Goal of the exercise:
Find every line in the records below that contains "joint", and copy it.
_ _ _
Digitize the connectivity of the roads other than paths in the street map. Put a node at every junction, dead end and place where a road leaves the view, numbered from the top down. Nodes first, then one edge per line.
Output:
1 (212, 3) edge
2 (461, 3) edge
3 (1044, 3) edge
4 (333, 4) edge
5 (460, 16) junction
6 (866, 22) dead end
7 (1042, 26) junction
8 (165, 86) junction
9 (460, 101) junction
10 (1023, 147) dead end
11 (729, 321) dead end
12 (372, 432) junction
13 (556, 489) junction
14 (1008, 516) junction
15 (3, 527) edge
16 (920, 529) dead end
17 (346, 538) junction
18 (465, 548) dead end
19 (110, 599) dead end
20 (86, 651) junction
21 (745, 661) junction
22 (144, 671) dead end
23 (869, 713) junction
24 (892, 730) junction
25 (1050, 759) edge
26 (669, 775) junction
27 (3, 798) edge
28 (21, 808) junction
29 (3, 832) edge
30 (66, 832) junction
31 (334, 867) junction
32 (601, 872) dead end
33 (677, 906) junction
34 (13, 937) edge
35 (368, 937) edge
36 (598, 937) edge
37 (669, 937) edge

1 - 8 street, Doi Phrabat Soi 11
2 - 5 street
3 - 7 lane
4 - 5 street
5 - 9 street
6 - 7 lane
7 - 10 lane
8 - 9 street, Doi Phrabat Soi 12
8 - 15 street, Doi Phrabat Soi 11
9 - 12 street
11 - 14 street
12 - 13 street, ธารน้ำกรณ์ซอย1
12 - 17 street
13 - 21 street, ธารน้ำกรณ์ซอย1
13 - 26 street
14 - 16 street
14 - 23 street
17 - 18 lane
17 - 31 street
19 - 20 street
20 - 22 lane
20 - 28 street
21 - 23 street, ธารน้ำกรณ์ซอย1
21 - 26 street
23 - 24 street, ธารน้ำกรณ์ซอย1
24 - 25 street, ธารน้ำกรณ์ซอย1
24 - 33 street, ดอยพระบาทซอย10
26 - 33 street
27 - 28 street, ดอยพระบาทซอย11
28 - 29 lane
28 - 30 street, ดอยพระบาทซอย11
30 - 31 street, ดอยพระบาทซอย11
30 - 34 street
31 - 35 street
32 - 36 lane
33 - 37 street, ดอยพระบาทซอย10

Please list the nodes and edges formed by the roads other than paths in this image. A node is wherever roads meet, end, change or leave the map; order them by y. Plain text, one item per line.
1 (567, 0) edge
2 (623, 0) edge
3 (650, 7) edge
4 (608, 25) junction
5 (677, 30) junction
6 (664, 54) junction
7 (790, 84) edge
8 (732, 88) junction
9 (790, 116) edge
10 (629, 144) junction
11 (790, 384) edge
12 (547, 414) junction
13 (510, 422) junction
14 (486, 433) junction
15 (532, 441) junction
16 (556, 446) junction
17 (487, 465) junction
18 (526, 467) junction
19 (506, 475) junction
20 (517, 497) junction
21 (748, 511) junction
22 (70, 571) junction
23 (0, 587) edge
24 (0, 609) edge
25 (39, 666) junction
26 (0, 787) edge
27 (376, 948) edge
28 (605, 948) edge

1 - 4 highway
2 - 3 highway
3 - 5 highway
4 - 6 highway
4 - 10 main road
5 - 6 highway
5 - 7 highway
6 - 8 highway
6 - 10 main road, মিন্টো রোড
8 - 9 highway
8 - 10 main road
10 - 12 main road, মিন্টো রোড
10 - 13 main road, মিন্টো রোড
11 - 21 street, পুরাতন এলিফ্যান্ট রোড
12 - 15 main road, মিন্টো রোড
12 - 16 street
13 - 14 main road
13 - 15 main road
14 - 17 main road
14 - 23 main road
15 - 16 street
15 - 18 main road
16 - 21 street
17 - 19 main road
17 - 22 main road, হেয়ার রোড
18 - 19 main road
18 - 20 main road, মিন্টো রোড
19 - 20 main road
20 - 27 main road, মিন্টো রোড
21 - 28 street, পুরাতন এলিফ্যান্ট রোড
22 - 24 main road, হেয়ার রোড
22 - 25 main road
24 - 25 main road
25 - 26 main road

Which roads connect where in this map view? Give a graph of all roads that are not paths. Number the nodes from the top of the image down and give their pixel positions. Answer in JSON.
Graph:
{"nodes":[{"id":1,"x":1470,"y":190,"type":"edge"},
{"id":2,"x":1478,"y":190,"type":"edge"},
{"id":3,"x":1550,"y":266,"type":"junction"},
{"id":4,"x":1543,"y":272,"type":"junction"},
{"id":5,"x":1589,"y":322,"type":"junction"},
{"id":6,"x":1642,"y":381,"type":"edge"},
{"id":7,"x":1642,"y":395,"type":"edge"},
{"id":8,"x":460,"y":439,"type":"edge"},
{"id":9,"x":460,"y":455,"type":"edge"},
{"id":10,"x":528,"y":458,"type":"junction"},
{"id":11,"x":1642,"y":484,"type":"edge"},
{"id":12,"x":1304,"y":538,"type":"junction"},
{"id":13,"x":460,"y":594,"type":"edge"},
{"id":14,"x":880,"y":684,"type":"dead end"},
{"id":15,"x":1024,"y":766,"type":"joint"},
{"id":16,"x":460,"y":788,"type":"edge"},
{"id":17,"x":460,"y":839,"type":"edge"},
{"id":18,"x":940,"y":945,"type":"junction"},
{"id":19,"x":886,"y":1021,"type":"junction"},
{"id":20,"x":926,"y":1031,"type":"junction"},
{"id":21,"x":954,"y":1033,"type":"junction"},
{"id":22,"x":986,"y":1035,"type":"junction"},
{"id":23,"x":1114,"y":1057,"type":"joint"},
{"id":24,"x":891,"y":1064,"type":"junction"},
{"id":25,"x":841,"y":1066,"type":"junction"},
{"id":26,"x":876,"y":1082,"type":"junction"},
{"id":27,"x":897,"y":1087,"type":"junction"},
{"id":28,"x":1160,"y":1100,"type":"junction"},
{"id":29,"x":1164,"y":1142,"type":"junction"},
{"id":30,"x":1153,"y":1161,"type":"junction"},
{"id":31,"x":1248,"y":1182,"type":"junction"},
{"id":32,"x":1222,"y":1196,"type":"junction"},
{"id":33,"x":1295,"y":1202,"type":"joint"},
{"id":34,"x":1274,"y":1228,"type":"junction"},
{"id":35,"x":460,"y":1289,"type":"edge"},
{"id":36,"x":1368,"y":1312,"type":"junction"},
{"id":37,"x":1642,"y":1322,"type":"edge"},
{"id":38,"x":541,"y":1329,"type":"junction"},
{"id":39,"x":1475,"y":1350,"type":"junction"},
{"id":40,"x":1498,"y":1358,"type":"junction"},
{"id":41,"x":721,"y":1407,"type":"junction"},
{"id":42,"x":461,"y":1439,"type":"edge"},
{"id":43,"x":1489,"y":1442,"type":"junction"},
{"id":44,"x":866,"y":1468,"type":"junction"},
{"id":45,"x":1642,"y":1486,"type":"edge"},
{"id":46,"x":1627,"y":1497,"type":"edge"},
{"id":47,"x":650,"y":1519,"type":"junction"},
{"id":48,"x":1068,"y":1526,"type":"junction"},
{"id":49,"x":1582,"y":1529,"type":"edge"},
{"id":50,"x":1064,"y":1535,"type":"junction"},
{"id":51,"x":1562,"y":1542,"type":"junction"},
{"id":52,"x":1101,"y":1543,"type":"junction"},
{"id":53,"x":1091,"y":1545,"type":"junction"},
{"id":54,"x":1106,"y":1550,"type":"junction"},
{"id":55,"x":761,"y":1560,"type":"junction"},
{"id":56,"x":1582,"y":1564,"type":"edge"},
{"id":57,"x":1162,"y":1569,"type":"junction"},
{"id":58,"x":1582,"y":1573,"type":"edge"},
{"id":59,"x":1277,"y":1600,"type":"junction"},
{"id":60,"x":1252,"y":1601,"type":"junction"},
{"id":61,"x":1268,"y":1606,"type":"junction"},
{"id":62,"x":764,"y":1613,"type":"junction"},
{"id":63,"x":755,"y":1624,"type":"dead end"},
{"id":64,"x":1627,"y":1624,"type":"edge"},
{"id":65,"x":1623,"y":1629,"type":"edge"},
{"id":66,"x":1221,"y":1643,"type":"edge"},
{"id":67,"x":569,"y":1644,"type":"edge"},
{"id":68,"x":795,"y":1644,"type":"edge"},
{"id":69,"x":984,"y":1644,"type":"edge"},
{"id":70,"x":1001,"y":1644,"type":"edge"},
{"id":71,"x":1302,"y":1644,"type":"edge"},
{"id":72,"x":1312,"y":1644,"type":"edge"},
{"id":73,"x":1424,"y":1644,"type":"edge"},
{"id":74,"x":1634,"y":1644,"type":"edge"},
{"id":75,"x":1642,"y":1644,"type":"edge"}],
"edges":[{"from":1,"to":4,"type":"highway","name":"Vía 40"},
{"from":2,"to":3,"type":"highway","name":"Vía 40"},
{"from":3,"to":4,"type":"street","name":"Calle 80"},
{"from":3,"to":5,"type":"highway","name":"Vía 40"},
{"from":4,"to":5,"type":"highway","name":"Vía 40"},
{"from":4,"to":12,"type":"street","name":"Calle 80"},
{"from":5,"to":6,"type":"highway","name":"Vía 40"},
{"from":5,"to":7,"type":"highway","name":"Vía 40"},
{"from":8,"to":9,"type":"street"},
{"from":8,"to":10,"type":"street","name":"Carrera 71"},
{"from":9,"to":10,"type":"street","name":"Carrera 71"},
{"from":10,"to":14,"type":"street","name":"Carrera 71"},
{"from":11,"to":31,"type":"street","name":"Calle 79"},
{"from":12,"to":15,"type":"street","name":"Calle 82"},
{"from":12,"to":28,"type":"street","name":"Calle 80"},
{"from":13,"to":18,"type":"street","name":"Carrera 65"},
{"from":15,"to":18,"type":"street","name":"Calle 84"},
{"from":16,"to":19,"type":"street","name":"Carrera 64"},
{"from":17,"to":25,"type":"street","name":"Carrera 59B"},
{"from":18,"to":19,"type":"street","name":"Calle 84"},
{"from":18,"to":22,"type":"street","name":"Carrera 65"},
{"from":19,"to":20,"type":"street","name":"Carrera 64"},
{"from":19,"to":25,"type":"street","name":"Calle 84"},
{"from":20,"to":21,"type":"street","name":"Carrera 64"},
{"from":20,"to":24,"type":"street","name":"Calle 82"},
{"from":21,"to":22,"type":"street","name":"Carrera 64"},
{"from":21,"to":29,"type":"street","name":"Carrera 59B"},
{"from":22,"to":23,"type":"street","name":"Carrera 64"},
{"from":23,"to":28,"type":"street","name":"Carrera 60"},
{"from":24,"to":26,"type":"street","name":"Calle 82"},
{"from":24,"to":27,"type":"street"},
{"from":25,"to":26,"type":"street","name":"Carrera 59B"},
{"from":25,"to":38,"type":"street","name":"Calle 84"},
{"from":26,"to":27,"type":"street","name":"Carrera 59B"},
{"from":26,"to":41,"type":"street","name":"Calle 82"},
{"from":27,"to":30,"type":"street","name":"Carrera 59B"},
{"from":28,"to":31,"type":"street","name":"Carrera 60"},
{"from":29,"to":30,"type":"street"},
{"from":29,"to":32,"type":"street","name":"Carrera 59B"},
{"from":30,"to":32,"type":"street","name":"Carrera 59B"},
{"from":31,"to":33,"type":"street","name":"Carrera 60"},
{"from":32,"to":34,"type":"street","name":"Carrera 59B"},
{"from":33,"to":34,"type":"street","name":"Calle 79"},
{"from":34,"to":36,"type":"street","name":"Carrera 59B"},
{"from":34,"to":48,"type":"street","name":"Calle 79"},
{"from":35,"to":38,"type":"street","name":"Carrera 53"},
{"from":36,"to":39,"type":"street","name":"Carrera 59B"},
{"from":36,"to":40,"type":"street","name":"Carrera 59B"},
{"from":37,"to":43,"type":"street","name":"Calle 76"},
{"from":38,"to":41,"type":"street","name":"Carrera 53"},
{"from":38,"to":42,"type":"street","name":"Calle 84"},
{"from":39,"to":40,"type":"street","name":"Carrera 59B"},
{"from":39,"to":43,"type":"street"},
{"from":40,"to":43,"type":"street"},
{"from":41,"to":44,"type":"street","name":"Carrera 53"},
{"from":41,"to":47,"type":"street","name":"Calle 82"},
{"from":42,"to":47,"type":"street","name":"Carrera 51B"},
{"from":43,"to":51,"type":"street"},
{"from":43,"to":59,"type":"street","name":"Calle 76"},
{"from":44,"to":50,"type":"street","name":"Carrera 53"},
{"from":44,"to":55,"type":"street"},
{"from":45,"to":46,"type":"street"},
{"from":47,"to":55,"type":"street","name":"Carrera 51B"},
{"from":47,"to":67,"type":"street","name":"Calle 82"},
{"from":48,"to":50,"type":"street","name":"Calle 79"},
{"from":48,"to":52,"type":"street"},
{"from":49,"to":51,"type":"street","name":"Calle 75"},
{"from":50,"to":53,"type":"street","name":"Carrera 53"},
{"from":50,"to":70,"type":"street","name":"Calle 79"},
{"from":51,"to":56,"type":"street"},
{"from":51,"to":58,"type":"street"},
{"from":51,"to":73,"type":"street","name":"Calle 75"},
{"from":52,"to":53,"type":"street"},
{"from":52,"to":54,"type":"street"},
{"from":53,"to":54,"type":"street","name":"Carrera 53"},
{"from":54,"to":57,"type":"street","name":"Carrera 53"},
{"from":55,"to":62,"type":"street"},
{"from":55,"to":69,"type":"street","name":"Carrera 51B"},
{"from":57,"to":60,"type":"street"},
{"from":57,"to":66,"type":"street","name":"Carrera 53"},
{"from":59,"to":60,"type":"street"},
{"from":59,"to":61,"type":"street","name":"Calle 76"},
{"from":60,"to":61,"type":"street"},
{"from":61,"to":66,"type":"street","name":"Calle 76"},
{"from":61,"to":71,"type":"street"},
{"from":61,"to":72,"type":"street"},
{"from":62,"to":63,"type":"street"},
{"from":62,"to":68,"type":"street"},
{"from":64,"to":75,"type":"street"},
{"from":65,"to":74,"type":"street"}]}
_ _ _
Answer box:
{"id":15,"x":1024,"y":766,"type":"joint"},
{"id":23,"x":1114,"y":1057,"type":"joint"},
{"id":33,"x":1295,"y":1202,"type":"joint"},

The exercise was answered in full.